**INFORMATION PROVIDED:**
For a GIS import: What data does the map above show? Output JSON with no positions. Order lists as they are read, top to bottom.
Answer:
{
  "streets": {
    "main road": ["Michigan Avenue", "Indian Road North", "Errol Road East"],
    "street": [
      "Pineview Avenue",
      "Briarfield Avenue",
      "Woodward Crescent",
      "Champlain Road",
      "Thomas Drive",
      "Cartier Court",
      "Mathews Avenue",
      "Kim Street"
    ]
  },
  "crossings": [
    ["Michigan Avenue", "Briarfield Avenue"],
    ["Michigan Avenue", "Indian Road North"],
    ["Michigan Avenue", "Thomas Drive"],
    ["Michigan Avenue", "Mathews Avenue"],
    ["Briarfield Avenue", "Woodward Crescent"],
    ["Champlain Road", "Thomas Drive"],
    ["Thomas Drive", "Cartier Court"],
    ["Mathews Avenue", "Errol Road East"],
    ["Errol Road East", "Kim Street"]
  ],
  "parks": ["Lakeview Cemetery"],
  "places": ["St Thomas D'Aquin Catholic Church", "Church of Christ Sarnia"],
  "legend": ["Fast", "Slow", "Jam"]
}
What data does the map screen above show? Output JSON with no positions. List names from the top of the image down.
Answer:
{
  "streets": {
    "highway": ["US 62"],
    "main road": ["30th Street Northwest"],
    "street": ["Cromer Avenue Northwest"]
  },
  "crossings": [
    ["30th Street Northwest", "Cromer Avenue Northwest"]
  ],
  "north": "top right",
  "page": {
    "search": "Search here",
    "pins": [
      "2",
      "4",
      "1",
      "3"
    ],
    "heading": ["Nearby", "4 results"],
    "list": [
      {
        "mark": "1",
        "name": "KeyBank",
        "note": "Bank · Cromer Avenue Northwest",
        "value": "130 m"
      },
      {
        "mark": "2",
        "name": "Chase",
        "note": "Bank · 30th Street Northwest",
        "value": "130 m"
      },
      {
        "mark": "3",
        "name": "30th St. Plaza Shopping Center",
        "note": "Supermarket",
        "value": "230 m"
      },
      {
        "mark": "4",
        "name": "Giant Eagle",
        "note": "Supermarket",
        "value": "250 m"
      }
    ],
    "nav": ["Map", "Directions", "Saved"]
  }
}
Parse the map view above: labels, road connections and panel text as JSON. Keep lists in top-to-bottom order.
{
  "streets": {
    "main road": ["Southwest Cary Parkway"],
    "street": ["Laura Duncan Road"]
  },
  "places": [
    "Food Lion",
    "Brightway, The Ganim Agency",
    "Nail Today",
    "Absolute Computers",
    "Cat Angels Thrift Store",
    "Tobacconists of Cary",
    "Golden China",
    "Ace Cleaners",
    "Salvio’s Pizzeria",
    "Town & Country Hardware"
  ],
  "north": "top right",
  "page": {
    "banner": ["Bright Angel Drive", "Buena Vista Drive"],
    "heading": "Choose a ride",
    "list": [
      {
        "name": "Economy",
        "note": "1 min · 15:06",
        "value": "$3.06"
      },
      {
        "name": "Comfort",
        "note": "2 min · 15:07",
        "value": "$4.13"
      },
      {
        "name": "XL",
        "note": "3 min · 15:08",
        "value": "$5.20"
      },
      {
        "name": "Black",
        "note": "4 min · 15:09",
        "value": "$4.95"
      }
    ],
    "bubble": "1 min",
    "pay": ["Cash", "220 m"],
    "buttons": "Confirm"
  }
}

**WHAT IS NEEDED:** Exact copies of every record are required, so retype them in full.

**ANSWER SECTION:**
For a GIS import: What data does the map above show? Output JSON with no positions. Order lists as they are read, top to bottom.
Answer:
{
  "streets": {
    "main road": ["Michigan Avenue", "Indian Road North", "Errol Road East"],
    "street": [
      "Pineview Avenue",
      "Briarfield Avenue",
      "Woodward Crescent",
      "Champlain Road",
      "Thomas Drive",
      "Cartier Court",
      "Mathews Avenue",
      "Kim Street"
    ]
  },
  "crossings": [
    ["Michigan Avenue", "Briarfield Avenue"],
    ["Michigan Avenue", "Indian Road North"],
    ["Michigan Avenue", "Thomas Drive"],
    ["Michigan Avenue", "Mathews Avenue"],
    ["Briarfield Avenue", "Woodward Crescent"],
    ["Champlain Road", "Thomas Drive"],
    ["Thomas Drive", "Cartier Court"],
    ["Mathews Avenue", "Errol Road East"],
    ["Errol Road East", "Kim Street"]
  ],
  "parks": ["Lakeview Cemetery"],
  "places": ["St Thomas D'Aquin Catholic Church", "Church of Christ Sarnia"],
  "legend": ["Fast", "Slow", "Jam"]
}
What data does the map screen above show? Output JSON with no positions. List names from the top of the image down.
Answer:
{
  "streets": {
    "highway": ["US 62"],
    "main road": ["30th Street Northwest"],
    "street": ["Cromer Avenue Northwest"]
  },
  "crossings": [
    ["30th Street Northwest", "Cromer Avenue Northwest"]
  ],
  "north": "top right",
  "page": {
    "search": "Search here",
    "pins": [
      "2",
      "4",
      "1",
      "3"
    ],
    "heading": ["Nearby", "4 results"],
    "list": [
      {
        "mark": "1",
        "name": "KeyBank",
        "note": "Bank · Cromer Avenue Northwest",
        "value": "130 m"
      },
      {
        "mark": "2",
        "name": "Chase",
        "note": "Bank · 30th Street Northwest",
        "value": "130 m"
      },
      {
        "mark": "3",
        "name": "30th St. Plaza Shopping Center",
        "note": "Supermarket",
        "value": "230 m"
      },
      {
        "mark": "4",
        "name": "Giant Eagle",
        "note": "Supermarket",
        "value": "250 m"
      }
    ],
    "nav": ["Map", "Directions", "Saved"]
  }
}
Parse the map view above: labels, road connections and panel text as JSON. Keep lists in top-to-bottom order.
{
  "streets": {
    "main road": ["Southwest Cary Parkway"],
    "street": ["Laura Duncan Road"]
  },
  "places": [
    "Food Lion",
    "Brightway, The Ganim Agency",
    "Nail Today",
    "Absolute Computers",
    "Cat Angels Thrift Store",
    "Tobacconists of Cary",
    "Golden China",
    "Ace Cleaners",
    "Salvio’s Pizzeria",
    "Town & Country Hardware"
  ],
  "north": "top right",
  "page": {
    "banner": ["Bright Angel Drive", "Buena Vista Drive"],
    "heading": "Choose a ride",
    "list": [
      {
        "name": "Economy",
        "note": "1 min · 15:06",
        "value": "$3.06"
      },
      {
        "name": "Comfort",
        "note": "2 min · 15:07",
        "value": "$4.13"
      },
      {
        "name": "XL",
        "note": "3 min · 15:08",
        "value": "$5.20"
      },
      {
        "name": "Black",
        "note": "4 min · 15:09",
        "value": "$4.95"
      }
    ],
    "bubble": "1 min",
    "pay": ["Cash", "220 m"],
    "buttons": "Confirm"
  }
}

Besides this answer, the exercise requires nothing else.